In a meeting I led this week, one of the participants spoke about an event that occurred back in 1976. I was a part of that event. It sent my mind whirling to those days and the realization that I was born in Glens Falls, the very city where I now serve Christ and His church, and that this city is truly my home by birth.
There is something deeply satisfying about serving with the people where I was born. I'm thankful for the years that are mine to serve where God has placed me.
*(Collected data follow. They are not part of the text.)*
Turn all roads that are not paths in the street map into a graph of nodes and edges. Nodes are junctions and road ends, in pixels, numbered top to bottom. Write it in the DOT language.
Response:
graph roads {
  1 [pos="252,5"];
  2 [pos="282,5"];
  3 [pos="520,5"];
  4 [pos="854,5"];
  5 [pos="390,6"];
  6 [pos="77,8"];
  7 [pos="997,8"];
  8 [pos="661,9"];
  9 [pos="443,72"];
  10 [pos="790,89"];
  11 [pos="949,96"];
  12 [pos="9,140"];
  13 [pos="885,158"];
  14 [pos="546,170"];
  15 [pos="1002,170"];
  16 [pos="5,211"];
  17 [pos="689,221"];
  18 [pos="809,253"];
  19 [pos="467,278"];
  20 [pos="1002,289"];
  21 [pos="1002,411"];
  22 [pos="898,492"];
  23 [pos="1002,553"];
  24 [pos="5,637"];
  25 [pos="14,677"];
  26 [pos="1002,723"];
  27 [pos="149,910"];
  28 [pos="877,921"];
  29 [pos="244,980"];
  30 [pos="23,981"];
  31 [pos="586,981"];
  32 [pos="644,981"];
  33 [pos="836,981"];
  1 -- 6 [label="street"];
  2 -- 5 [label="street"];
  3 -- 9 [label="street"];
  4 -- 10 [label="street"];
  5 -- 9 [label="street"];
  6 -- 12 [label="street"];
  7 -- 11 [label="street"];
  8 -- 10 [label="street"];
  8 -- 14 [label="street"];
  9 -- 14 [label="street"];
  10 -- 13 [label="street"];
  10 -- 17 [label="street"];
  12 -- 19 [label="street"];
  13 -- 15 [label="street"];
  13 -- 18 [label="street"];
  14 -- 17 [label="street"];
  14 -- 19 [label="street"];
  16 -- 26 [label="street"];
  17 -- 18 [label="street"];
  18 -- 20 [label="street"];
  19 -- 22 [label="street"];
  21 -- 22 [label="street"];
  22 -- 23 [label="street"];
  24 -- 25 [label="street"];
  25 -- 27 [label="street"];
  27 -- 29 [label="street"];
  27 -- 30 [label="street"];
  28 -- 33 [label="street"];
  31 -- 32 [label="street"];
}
There is a connectedness I sense in it all, a feeling that rises up within me each visit I make to the regional hospital where I, too, was born on that frigid day in January, 1961. I sense it again as I sip coffee in a favorite downtown shop and idolize the shopping trips I made there as a child, long before the malls reached out to consumers like me. It emerges as I drive to the westerly on Quaker Road and observe the majesty of the mountain range that surrounds this city and her residents and I feel embraced by a region that was once my home, then was not, but is now once again.
Sons and daughters of the Adirondacks, come home. There is a place for you in these wilds that no other place of earth can offer. Your people are warm and inviting. Your economy is strong and recovering. Your churches are healthy and growing. Your possibilities for happiness are endless. And more than anything else, you simply owe it to yourself to re-discover what has been lost to you in your global galavanting!
I am a son of the Adirondacks - and I was born to this!